RECORD SET =>
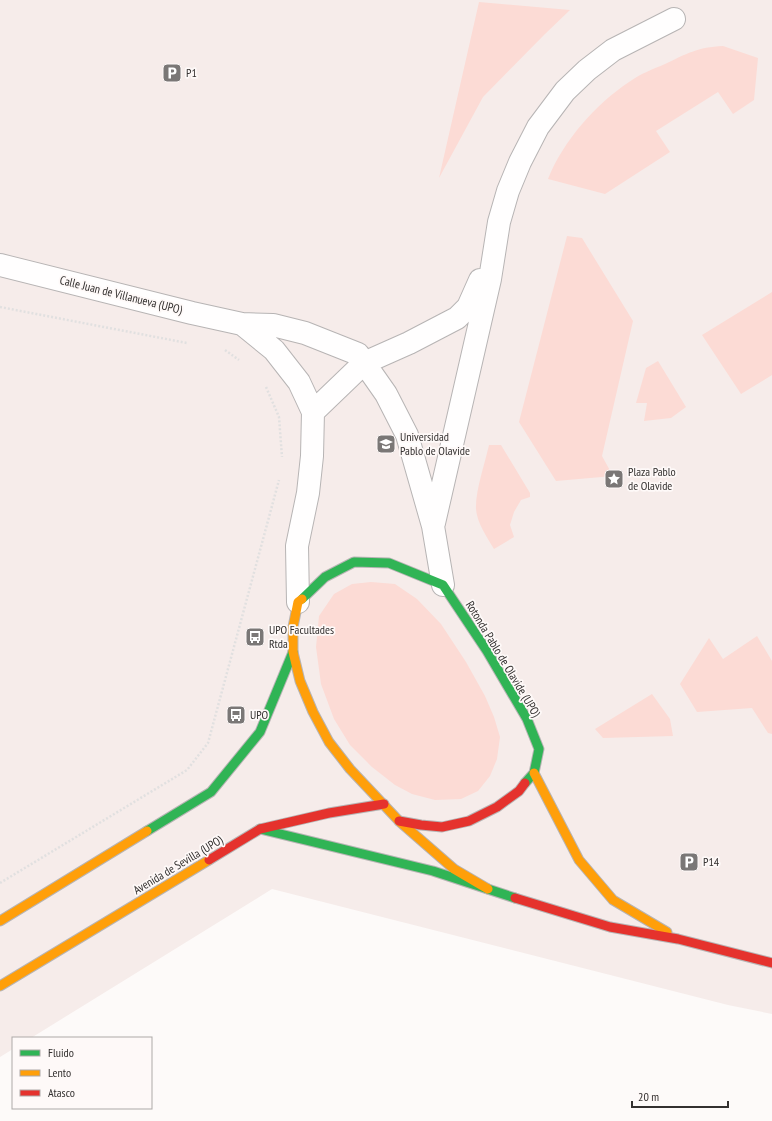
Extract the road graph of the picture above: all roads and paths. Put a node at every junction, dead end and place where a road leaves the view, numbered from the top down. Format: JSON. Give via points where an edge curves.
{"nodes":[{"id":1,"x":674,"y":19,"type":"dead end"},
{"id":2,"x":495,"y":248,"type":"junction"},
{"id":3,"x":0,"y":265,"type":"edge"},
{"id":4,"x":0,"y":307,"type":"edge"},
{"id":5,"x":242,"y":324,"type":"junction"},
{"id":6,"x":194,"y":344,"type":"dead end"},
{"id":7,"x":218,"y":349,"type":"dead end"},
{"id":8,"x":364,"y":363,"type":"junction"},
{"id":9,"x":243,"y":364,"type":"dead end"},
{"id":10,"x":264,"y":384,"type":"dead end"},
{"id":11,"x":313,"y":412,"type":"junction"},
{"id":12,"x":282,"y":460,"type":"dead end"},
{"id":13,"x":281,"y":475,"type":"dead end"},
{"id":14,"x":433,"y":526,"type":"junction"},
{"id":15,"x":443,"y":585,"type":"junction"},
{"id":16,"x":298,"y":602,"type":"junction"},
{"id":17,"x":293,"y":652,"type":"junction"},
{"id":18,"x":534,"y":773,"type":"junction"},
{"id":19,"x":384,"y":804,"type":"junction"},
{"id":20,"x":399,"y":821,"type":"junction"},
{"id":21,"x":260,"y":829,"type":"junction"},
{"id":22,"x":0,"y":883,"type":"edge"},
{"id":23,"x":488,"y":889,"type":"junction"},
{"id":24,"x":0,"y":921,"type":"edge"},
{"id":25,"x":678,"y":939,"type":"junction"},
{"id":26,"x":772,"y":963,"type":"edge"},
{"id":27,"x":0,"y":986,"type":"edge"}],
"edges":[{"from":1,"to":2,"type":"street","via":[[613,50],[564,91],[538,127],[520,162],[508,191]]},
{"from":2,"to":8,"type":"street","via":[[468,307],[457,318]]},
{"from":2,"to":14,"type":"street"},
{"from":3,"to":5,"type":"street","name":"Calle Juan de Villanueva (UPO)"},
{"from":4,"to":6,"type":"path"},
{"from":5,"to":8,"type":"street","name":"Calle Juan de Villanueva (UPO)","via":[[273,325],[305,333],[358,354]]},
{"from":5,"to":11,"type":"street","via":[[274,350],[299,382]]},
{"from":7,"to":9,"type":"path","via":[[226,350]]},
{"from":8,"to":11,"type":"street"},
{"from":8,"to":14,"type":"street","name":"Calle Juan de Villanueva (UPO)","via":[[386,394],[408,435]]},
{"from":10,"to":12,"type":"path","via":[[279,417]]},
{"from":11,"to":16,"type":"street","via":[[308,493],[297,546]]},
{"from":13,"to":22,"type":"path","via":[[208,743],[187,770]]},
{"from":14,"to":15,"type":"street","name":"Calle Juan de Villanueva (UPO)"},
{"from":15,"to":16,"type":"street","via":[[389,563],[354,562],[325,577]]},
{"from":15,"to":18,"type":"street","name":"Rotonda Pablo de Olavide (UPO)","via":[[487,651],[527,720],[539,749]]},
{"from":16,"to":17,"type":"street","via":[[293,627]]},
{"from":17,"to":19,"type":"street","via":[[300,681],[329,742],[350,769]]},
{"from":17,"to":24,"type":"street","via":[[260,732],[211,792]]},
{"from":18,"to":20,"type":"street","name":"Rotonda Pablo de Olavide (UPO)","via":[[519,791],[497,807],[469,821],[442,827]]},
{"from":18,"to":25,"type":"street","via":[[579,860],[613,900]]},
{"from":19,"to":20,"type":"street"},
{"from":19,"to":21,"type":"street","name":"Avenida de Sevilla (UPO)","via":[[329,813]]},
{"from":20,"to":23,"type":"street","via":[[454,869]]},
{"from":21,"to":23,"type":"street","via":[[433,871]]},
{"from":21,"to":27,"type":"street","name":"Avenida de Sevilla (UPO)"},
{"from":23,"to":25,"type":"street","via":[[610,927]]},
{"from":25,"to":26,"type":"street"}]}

WORK INSTRUCTIONS => Please print the data above once more, exactly as it appears, with no pictures.

EXERCISE RESULT =>
Extract the road graph of the picture above: all roads and paths. Put a node at every junction, dead end and place where a road leaves the view, numbered from the top down. Format: JSON. Give via points where an edge curves.
{"nodes":[{"id":1,"x":674,"y":19,"type":"dead end"},
{"id":2,"x":495,"y":248,"type":"junction"},
{"id":3,"x":0,"y":265,"type":"edge"},
{"id":4,"x":0,"y":307,"type":"edge"},
{"id":5,"x":242,"y":324,"type":"junction"},
{"id":6,"x":194,"y":344,"type":"dead end"},
{"id":7,"x":218,"y":349,"type":"dead end"},
{"id":8,"x":364,"y":363,"type":"junction"},
{"id":9,"x":243,"y":364,"type":"dead end"},
{"id":10,"x":264,"y":384,"type":"dead end"},
{"id":11,"x":313,"y":412,"type":"junction"},
{"id":12,"x":282,"y":460,"type":"dead end"},
{"id":13,"x":281,"y":475,"type":"dead end"},
{"id":14,"x":433,"y":526,"type":"junction"},
{"id":15,"x":443,"y":585,"type":"junction"},
{"id":16,"x":298,"y":602,"type":"junction"},
{"id":17,"x":293,"y":652,"type":"junction"},
{"id":18,"x":534,"y":773,"type":"junction"},
{"id":19,"x":384,"y":804,"type":"junction"},
{"id":20,"x":399,"y":821,"type":"junction"},
{"id":21,"x":260,"y":829,"type":"junction"},
{"id":22,"x":0,"y":883,"type":"edge"},
{"id":23,"x":488,"y":889,"type":"junction"},
{"id":24,"x":0,"y":921,"type":"edge"},
{"id":25,"x":678,"y":939,"type":"junction"},
{"id":26,"x":772,"y":963,"type":"edge"},
{"id":27,"x":0,"y":986,"type":"edge"}],
"edges":[{"from":1,"to":2,"type":"street","via":[[613,50],[564,91],[538,127],[520,162],[508,191]]},
{"from":2,"to":8,"type":"street","via":[[468,307],[457,318]]},
{"from":2,"to":14,"type":"street"},
{"from":3,"to":5,"type":"street","name":"Calle Juan de Villanueva (UPO)"},
{"from":4,"to":6,"type":"path"},
{"from":5,"to":8,"type":"street","name":"Calle Juan de Villanueva (UPO)","via":[[273,325],[305,333],[358,354]]},
{"from":5,"to":11,"type":"street","via":[[274,350],[299,382]]},
{"from":7,"to":9,"type":"path","via":[[226,350]]},
{"from":8,"to":11,"type":"street"},
{"from":8,"to":14,"type":"street","name":"Calle Juan de Villanueva (UPO)","via":[[386,394],[408,435]]},
{"from":10,"to":12,"type":"path","via":[[279,417]]},
{"from":11,"to":16,"type":"street","via":[[308,493],[297,546]]},
{"from":13,"to":22,"type":"path","via":[[208,743],[187,770]]},
{"from":14,"to":15,"type":"street","name":"Calle Juan de Villanueva (UPO)"},
{"from":15,"to":16,"type":"street","via":[[389,563],[354,562],[325,577]]},
{"from":15,"to":18,"type":"street","name":"Rotonda Pablo de Olavide (UPO)","via":[[487,651],[527,720],[539,749]]},
{"from":16,"to":17,"type":"street","via":[[293,627]]},
{"from":17,"to":19,"type":"street","via":[[300,681],[329,742],[350,769]]},
{"from":17,"to":24,"type":"street","via":[[260,732],[211,792]]},
{"from":18,"to":20,"type":"street","name":"Rotonda Pablo de Olavide (UPO)","via":[[519,791],[497,807],[469,821],[442,827]]},
{"from":18,"to":25,"type":"street","via":[[579,860],[613,900]]},
{"from":19,"to":20,"type":"street"},
{"from":19,"to":21,"type":"street","name":"Avenida de Sevilla (UPO)","via":[[329,813]]},
{"from":20,"to":23,"type":"street","via":[[454,869]]},
{"from":21,"to":23,"type":"street","via":[[433,871]]},
{"from":21,"to":27,"type":"street","name":"Avenida de Sevilla (UPO)"},
{"from":23,"to":25,"type":"street","via":[[610,927]]},
{"from":25,"to":26,"type":"street"}]}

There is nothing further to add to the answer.